KU grad in fair condition in wake of amputations

? After a grim week, Andy Marso’s spirits are lifting.

The recent Kansas University graduate from St. Cloud, Minn., is in the painful recovery stages of a surgery that removed all of his toes and the balls of both feet. The surgery, performed Monday, is one of the later steps toward recovery in Marso’s battle with bacterial meningitis, which he was diagnosed with more than six weeks ago.

Marso may undergo more amputation surgery as early as next week. This time, the aspiring reporter probably will lose fingers from both hands, according to the Weblog that his mother, Ginny, updates daily.

A friend who visited Marso Wednesday at the University of Kansas Hospital in Kansas City, Kan., said he was watching “Love Actually” and joking about an impending love scene with British actor Hugh Grant.

“He didn’t have a lot of energy but he was making jokes,” said Michelle Burhenn, who will be a senior at Kansas University in the fall. “He’s at least mentally doing OK.”

Burhenn, who had been Marso’s editor at The University Daily Kansan, said he had been more jovial a week ago.

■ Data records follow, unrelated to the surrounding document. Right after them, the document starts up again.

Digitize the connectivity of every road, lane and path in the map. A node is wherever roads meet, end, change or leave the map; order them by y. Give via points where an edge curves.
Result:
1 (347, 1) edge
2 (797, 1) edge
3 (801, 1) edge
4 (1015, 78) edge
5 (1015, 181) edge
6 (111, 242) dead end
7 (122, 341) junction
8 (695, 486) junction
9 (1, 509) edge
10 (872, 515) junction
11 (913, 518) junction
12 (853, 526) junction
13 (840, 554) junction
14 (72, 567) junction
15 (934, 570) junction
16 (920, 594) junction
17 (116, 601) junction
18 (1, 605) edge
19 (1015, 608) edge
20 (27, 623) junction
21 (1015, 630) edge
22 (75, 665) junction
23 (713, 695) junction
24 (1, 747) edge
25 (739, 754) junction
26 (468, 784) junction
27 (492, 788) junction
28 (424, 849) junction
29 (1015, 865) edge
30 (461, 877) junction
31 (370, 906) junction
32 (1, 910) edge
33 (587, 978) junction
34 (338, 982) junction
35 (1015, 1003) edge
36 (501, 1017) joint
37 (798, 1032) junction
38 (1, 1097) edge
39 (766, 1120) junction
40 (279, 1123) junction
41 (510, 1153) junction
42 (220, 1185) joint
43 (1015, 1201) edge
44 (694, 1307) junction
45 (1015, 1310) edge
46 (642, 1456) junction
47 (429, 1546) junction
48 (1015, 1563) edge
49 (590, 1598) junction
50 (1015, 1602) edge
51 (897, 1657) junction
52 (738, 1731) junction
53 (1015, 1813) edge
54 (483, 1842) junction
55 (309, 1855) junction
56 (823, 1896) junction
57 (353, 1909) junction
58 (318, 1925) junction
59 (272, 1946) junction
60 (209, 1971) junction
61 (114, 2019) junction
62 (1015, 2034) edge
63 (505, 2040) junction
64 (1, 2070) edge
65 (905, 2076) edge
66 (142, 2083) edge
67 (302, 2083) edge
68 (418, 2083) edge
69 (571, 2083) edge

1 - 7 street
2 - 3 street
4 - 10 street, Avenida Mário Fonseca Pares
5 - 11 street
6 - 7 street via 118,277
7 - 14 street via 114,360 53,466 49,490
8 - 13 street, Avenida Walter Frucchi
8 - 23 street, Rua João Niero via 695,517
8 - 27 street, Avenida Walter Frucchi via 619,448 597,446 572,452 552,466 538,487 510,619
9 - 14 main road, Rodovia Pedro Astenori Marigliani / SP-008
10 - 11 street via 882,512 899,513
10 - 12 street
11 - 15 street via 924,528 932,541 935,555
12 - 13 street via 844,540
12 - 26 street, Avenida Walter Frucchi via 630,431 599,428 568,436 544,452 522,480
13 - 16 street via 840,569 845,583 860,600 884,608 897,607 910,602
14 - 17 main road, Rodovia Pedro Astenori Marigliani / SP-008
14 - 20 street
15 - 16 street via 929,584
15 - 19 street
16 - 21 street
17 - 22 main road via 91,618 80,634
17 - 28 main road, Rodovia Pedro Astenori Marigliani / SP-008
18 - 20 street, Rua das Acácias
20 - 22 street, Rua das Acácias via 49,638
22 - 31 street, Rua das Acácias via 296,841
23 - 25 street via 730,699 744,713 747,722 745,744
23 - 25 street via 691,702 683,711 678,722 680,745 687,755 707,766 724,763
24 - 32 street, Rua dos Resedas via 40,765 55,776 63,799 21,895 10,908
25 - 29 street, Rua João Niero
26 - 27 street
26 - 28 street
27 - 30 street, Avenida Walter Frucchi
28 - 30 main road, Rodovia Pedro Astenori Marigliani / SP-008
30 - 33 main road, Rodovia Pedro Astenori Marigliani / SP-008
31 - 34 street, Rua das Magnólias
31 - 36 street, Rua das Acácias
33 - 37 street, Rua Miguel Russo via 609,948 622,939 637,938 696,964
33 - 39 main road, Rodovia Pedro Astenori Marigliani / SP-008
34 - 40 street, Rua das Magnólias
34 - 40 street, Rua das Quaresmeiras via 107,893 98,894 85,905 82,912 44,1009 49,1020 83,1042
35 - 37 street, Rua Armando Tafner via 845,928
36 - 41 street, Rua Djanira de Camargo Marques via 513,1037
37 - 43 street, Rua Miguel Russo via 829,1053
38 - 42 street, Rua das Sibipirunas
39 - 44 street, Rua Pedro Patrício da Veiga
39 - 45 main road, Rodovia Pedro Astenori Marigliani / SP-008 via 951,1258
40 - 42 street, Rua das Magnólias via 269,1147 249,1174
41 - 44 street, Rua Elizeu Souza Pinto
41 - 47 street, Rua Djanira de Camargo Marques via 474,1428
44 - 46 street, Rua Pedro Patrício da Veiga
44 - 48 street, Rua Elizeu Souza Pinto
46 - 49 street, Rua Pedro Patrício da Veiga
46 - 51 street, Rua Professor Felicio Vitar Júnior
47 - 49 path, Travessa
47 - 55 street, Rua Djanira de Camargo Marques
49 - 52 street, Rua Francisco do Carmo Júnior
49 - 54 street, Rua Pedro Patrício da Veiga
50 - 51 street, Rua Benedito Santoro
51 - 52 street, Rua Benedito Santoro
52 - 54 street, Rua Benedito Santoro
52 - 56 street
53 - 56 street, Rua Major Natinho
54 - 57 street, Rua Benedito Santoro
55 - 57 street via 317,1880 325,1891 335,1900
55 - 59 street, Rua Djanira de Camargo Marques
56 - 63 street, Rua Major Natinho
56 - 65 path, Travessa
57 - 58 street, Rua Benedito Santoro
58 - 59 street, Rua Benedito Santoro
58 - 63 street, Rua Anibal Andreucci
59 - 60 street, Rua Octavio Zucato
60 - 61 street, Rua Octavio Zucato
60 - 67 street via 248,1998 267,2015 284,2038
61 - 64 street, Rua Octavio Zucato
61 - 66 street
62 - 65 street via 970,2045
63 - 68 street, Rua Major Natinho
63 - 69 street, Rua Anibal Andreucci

A spokesman from the hospital said Marso was in fair condition Thursday night.

However, the pain has been excruciating. Marso described it as a burning, stabbing, shooting pain that would come from being “caught in a vice,” his mother wrote Tuesday.

Ginny Marso’s online journal entry Tuesday revealed the difficulty of the recovery.

“Stoic as he’s been, today he would cry, the pain was so intense, and Grandma and I would stand at his bedside with the tears running down our cheeks as well,” she wrote.

At least one member of the family from Minnesota — including brothers and Marso’s grandmother — has been at his bedside since Marso was stricken with the illness. The family moved into an apartment this week that’s 10 minutes from the hospital.

After several stints on a respirator and weeks in critical condition, Marso was transferred to the hospital’s burn unit May 6 for closer monitoring of his skin. A complication of bacterial meningitis, which infects the lining of the brain, is often a skin rash that develops when small blood vessels throughout the body burst and cause inflammation.

Doctors have been administering what’s called hydrotherapy to Marso for weeks in an attempt to save his extremities. In the therapy, Marso is submerged in water and deadened tissue is gradually scraped away.

Last month, Marso’s brother Dan walked down Campanile Hill in Andy Marso’s place during commencement ceremonies at KU. Chancellor Robert Hemenway later drove to Kansas City to personally present Marso with his diploma. Marso earned the highest grade-point average of his class in KU’s School of Journalism.